- [Records for this task]
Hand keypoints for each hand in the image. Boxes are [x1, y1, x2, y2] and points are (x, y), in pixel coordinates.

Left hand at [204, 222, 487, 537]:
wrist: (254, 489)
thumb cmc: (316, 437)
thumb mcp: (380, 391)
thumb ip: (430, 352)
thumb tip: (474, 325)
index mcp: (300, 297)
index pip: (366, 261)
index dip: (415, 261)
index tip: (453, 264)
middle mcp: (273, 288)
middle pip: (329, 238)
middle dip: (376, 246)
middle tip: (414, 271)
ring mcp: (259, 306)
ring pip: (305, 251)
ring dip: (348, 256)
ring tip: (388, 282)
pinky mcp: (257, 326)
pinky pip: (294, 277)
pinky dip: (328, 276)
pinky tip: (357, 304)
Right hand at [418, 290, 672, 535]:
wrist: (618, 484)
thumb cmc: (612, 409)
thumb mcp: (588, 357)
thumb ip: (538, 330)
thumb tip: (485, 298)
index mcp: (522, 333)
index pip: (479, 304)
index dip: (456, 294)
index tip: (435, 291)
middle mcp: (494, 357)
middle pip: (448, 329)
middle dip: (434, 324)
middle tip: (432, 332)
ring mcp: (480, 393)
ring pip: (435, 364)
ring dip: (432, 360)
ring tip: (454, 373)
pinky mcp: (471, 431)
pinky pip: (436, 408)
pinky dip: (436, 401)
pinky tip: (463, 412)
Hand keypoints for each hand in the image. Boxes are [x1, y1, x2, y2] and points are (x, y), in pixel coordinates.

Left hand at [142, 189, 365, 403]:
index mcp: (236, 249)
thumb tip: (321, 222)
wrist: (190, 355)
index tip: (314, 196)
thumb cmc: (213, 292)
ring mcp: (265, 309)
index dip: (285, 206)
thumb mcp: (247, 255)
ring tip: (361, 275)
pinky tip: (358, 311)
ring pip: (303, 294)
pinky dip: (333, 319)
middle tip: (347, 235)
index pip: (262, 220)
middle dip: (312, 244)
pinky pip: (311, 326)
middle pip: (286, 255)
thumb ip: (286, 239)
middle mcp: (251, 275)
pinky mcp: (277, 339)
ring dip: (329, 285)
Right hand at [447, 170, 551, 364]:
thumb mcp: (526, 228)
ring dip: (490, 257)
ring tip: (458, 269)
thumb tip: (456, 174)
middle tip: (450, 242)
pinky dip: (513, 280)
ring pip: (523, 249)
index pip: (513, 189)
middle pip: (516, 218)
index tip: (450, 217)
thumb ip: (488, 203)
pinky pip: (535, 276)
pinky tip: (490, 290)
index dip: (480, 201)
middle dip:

- [Work to be completed] Retype the material above, line by line, exactly.

- [Result of the task]
Hand keypoints for each hand in the image. Boxes are [x1, y1, x2, y2] and points are (x, y), in pixel coordinates.

Left hand at [204, 222, 487, 537]:
wrist: (254, 489)
thumb cmc: (316, 437)
thumb mcp: (380, 391)
thumb ip: (430, 352)
thumb tip: (474, 325)
index mcp: (300, 297)
index pip: (366, 261)
index dip: (415, 261)
index tip: (453, 264)
middle mcp: (273, 288)
middle pip: (329, 238)
middle dip: (376, 246)
middle tip: (414, 271)
ring mcp: (259, 306)
ring pip: (305, 251)
ring dip: (348, 256)
ring tip: (388, 282)
pinky mcp: (257, 326)
pinky pip: (294, 277)
pinky dip: (328, 276)
pinky tip: (357, 304)
Right hand at [418, 290, 672, 535]:
wrist: (618, 484)
thumb cmc: (612, 409)
thumb mcp: (588, 357)
thumb ip: (538, 330)
thumb tip: (485, 298)
index mcp: (522, 333)
index pip: (479, 304)
index dip: (456, 294)
index tip: (435, 291)
middle mcp: (494, 357)
middle pip: (448, 329)
middle dip: (434, 324)
middle tip: (432, 332)
ring mcp: (480, 393)
ring pip: (435, 364)
ring dip: (432, 360)
ring tip: (454, 373)
pinky mcp: (471, 431)
pinky pip: (436, 408)
pinky dip: (436, 401)
pinky tip: (463, 412)
Hand keypoints for each hand in the image. Boxes are [x1, y1, x2, y2] and points are (x, y), in pixel coordinates.

Left hand at [142, 189, 365, 403]:
index mcp: (236, 249)
thumb tip: (321, 222)
wrist: (190, 355)
index tip: (314, 196)
thumb cmc: (213, 292)
ring mcp: (265, 309)
index dip: (285, 206)
thumb mcp: (247, 255)
ring tip: (361, 275)
pinky tip: (358, 311)
ring pip: (303, 294)
pinky dip: (333, 319)
middle tip: (347, 235)
index pip: (262, 220)
middle dip: (312, 244)
pinky pip: (311, 326)
middle pip: (286, 255)
thumb ip: (286, 239)
middle mcp: (251, 275)
pinky mcp: (277, 339)
ring dip: (329, 285)
Right hand at [447, 170, 551, 364]:
thumb mcp: (526, 228)
ring dip: (490, 257)
ring tip: (458, 269)
thumb tip: (456, 174)
middle tip: (450, 242)
pinky dip: (513, 280)
ring pip: (523, 249)
index pip: (513, 189)
middle pip: (516, 218)
index tip: (450, 217)
thumb ip: (488, 203)
pinky pip: (535, 276)
pinky tip: (490, 290)
index dip: (480, 201)
middle dip:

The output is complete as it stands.